→ EXERCISE: Write out again only the lines running from the one that contains "Digitize the connectivity" to the end of the records below, including both the first and the last.

→ DATASET RECORDS:
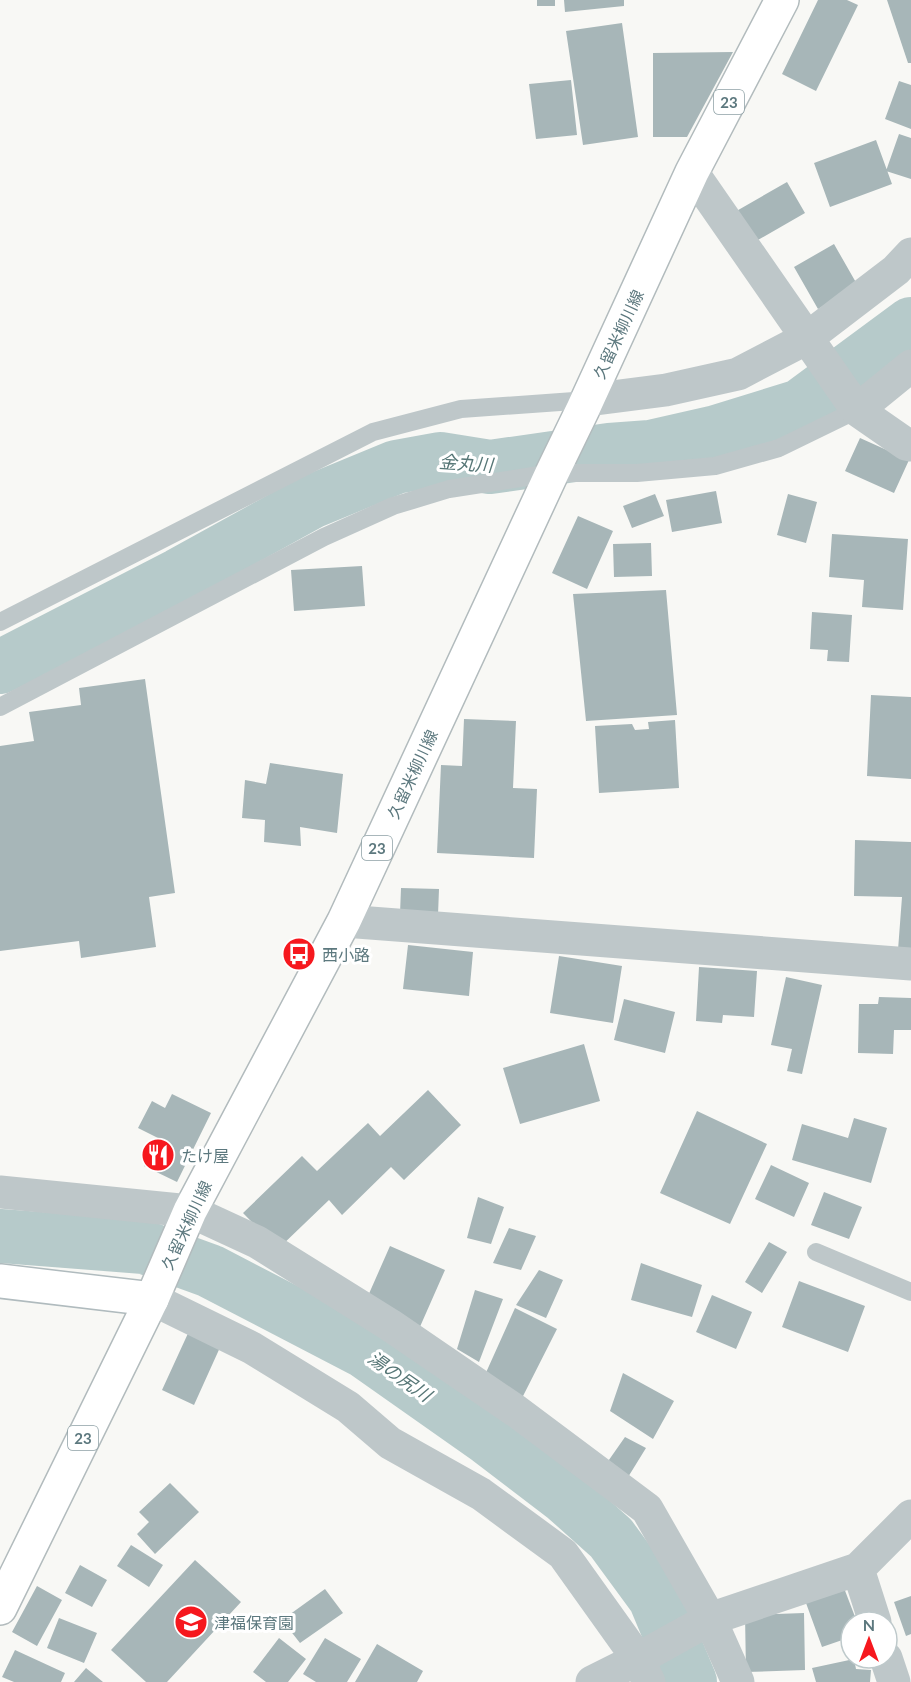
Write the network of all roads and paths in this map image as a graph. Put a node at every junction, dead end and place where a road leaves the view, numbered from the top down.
1 (782, 0) edge
2 (692, 171) junction
3 (911, 254) edge
4 (807, 338) junction
5 (911, 366) edge
6 (589, 397) junction
7 (857, 410) junction
8 (911, 445) edge
9 (552, 473) junction
10 (0, 622) edge
11 (0, 707) edge
12 (344, 921) junction
13 (911, 964) edge
14 (0, 1192) edge
15 (189, 1214) junction
16 (816, 1252) dead end
17 (0, 1281) edge
18 (911, 1292) edge
19 (152, 1299) junction
20 (911, 1516) edge
21 (858, 1569) junction
22 (0, 1608) edge
23 (871, 1610) edge
24 (710, 1619) junction
25 (630, 1673) edge
26 (592, 1682) edge
27 (738, 1682) edge

1 - 2 main road, 久留米柳川線 / 23
2 - 4 street
2 - 6 main road, 久留米柳川線 / 23
3 - 4 street
4 - 6 street
4 - 7 street
5 - 7 street
6 - 9 main road, 久留米柳川線 / 23
6 - 10 lane
7 - 8 street
7 - 9 lane
9 - 11 lane
9 - 12 main road, 久留米柳川線 / 23
12 - 13 street
12 - 15 main road, 久留米柳川線 / 23
14 - 15 street
15 - 19 main road, 久留米柳川線 / 23
15 - 24 street
16 - 18 lane
17 - 19 main road
19 - 22 main road, 久留米柳川線 / 23
19 - 25 street
20 - 21 street
21 - 23 street
21 - 24 street
24 - 25 street
24 - 27 street
25 - 26 street

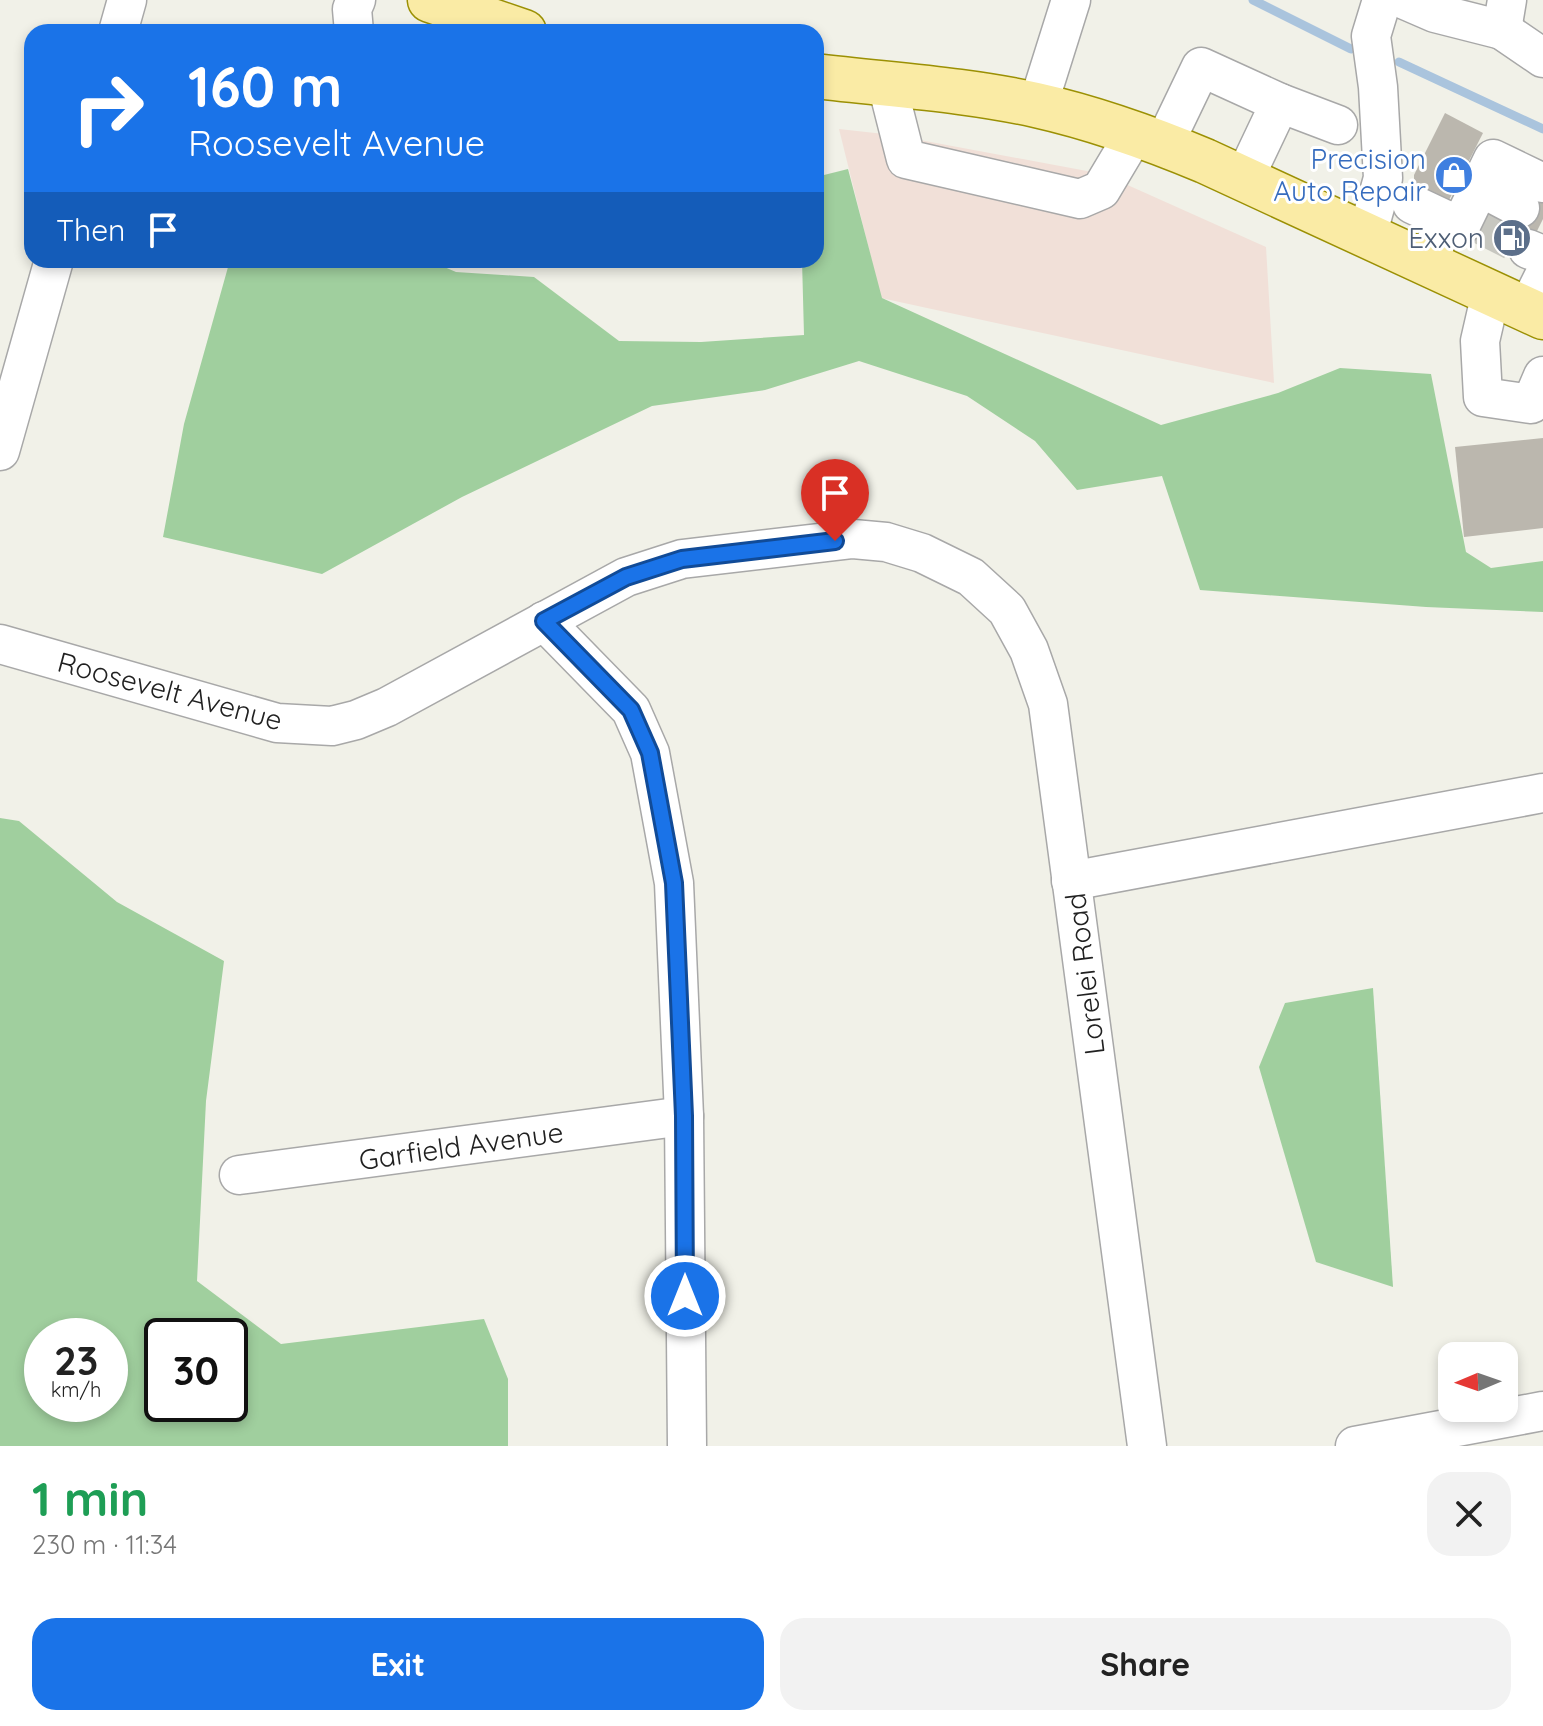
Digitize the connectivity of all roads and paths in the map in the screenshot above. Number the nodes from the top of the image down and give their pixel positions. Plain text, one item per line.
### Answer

→ RESPONSE AREA:
Digitize the connectivity of all roads and paths in the map in the screenshot above. Number the nodes from the top of the image down and give their pixel positions. Plain text, one item per line.
### Answer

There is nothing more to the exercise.